Analysis: Legal framework requires that for assessment years which were completed (unabated) at the time of search, additions in reassessment under section 153A must have a live link to incriminating material seized or found during the search. The impugned assessments concerned unabated years and the AO relied on enquiries and seized/impounded items generically, but did not identify specific seized materials that directly supported the books' rejection or the estimated additions for those specific years.
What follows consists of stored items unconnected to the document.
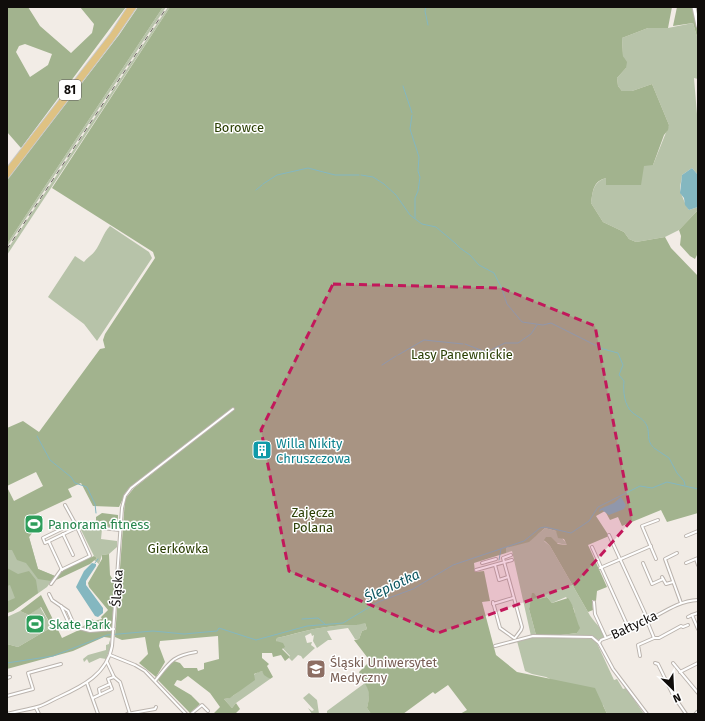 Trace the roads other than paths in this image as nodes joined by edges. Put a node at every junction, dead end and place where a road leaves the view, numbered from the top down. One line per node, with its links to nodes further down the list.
1 (130, 7): 5 (main road, 81)
2 (134, 7): 6 (main road, 81)
3 (694, 7): 4 (street)
4 (698, 26)
5 (7, 171)
6 (7, 176)
7 (233, 409): 12 (street, Śląska)
8 (65, 505): 10 (street)
9 (658, 520): 18 (street)
10 (74, 523): 11 (street); 17 (street)
11 (76, 526): 12 (street); 14 (street); 37 (street)
12 (120, 530): 56 (street, Śląska)
13 (698, 531): 16 (street)
14 (63, 534): 17 (street); 21 (street)
15 (609, 535): 24 (street)
16 (686, 536)
17 (49, 541): 37 (street)
18 (651, 546): 24 (street); 25 (street)
19 (592, 547): 36 (street)
20 (678, 553): 40 (street)
21 (73, 555)
22 (511, 555): 29 (street)
23 (496, 559): 28 (street)
24 (621, 559): 36 (street); 53 (street)
25 (656, 559)
26 (697, 559): 32 (street); 34 (street)
27 (512, 560): 29 (street)
28 (485, 562): 30 (street); 35 (street)
29 (504, 562): 33 (street); 39 (street)
30 (482, 563)
31 (643, 563): 41 (street)
32 (686, 563)
33 (495, 565): 35 (street); 39 (street)
34 (698, 565)
35 (487, 567): 38 (street)
36 (600, 568): 57 (street)
37 (61, 570): 42 (street)
38 (476, 570)
39 (508, 577): 45 (street)
40 (673, 582): 41 (street); 48 (street)
41 (665, 583): 43 (street)
42 (52, 584)
43 (666, 587)
44 (49, 594): 49 (street)
45 (514, 598): 61 (street); 61 (street)
46 (698, 600): 48 (street, Bałtycka)
47 (594, 602): 59 (street)
48 (681, 602): 53 (street, Bałtycka)
49 (61, 606): 55 (street); 55 (street)
50 (698, 613): 51 (street)
51 (692, 615): 52 (street); 58 (street)
52 (688, 617)
53 (648, 621): 57 (street, Bałtycka); 60 (street)
54 (688, 625): 60 (street, Bałtycka)
55 (75, 627): 56 (street)
56 (114, 629): 65 (street, Śląska)
57 (629, 629): 59 (street, Bałtycka)
58 (698, 629)
59 (606, 638): 62 (street, Bałtycka)
60 (654, 638): 66 (street, Bałtycka)
61 (515, 639): 62 (street, Bałtycka); 63 (street, Bałtycka)
62 (599, 643): 90 (street)
63 (495, 646)
64 (196, 652): 74 (street)
65 (110, 655): 67 (street, Śląska); 74 (street)
66 (640, 656)
67 (107, 662): 73 (street); 75 (street, Śląska)
68 (655, 663): 91 (street)
69 (673, 663): 72 (street)
70 (698, 663): 72 (street)
71 (61, 664): 79 (street)
72 (680, 672): 77 (street)
73 (114, 677): 76 (street); 87 (street)
74 (154, 681): 88 (street)
75 (87, 683): 80 (street); 82 (street, Śląska)
76 (110, 684): 78 (street); 78 (street)
77 (698, 693)
78 (100, 694): 80 (street)
79 (7, 696)
80 (93, 698): 86 (street)
81 (156, 707): 87 (street)
82 (36, 708): 84 (street, Śląska); 85 (street)
83 (208, 711): 89 (street)
84 (7, 714)
85 (39, 714)
86 (98, 714)
87 (129, 714)
88 (186, 714)
89 (191, 714)
90 (647, 714)
91 (686, 714)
The appellate fact-finding recorded that certain additional incomes had been surrendered for some years, and the AO's generalized assertions and subsequent remand report did not establish the requisite document-wise correlation between seized material and the additions for the unabated years.
Conclusion: The additions for the unabated assessment years cannot be sustained as they were not based on incriminating material found during the search; this conclusion is in favour of the assessee.
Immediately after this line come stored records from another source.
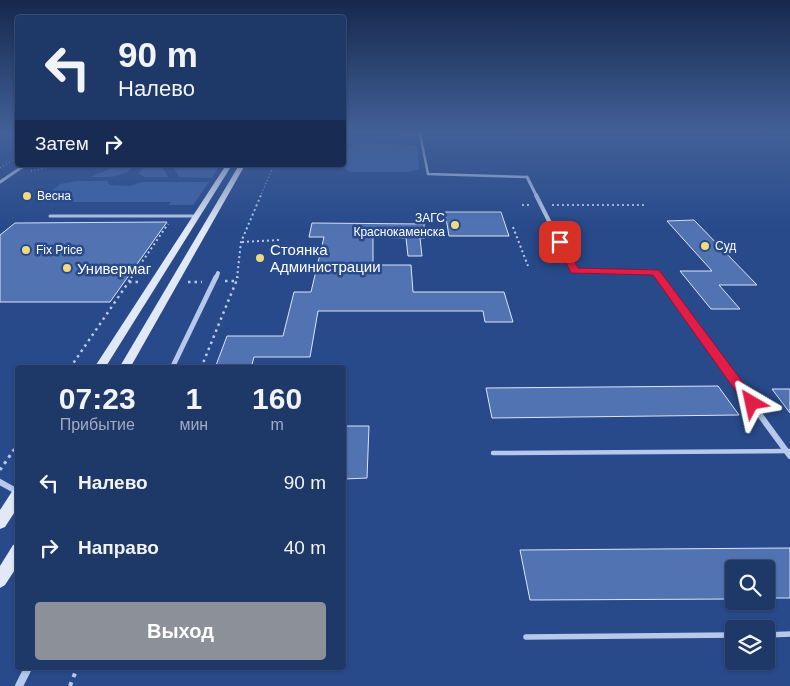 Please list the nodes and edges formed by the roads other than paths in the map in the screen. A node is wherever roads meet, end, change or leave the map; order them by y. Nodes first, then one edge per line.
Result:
1 (426, 164) edge
2 (21, 167) edge
3 (228, 167) edge
4 (241, 167) edge
5 (527, 177) joint
6 (0, 182) edge
7 (50, 216) dead end
8 (197, 216) junction
9 (218, 273) dead end
10 (101, 365) edge
11 (126, 365) edge
12 (173, 365) edge
13 (789, 452) edge
14 (493, 453) dead end
15 (0, 482) edge
16 (15, 491) edge
17 (15, 498) edge
18 (0, 522) edge
19 (15, 555) edge
20 (0, 580) edge
21 (790, 634) edge
22 (725, 635) edge
23 (775, 635) edge
24 (526, 637) dead end
25 (27, 670) edge
26 (20, 686) edge

1 - 5 lane
2 - 6 street
3 - 8 main road
4 - 11 main road
5 - 13 street
7 - 8 lane
8 - 10 main road
9 - 12 street
13 - 14 lane
15 - 16 street
17 - 18 main road
19 - 20 main road
21 - 23 lane
22 - 24 lane
25 - 26 street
Issue (ii): Whether rejection of books of account under section 145(3), estimation of net profit rates (8% and 5.5%), and disallowance under section 14A read with Rule 8D are sustainable in the absence of incriminating material and adequate verification.
Analysis: Rejection of books under section 145(3) and estimation by applying net profit rates require specific, articulable defects or incriminating material connecting to the assessment year. The AO cited discrepancies, incomplete seized digital data, cash differences and unverifiable subcontractor/supplier payments, and applied comparative NP rates from other cases. The appellate findings noted lack of specific seized evidence tying those defects to the years in issue, inadequate specific verification of many counterparties, and that incomplete digital data did not displace audited accounts. For section 14A disallowance, no incriminating material related to that head was identified for the unabated years. On these bases the rejection, NP estimations and the 14A disallowance were found unsupported.
Conclusion: The rejection of books, the adopted net profit estimations and the disallowance under section 14A/Rule 8D are not sustainable; this conclusion is in favour of the assessee.
Final Conclusion: The Revenue's appeals against the CIT(A) orders are dismissed and the impugned additions and disallowance in the unabated assessment years are deleted, resulting in confirmation of the first appellate authority's orders in favour of the assessee.
Ratio Decidendi: For assessment years already assessed (unabated) at the time of a search, any additions in reassessment proceedings under section 153A must be supported by incriminating material found during the search that is specifically connected to the additions; generalized inquiries or estimations unsupported by seized material cannot justify rejection of books or estimation of income for those years.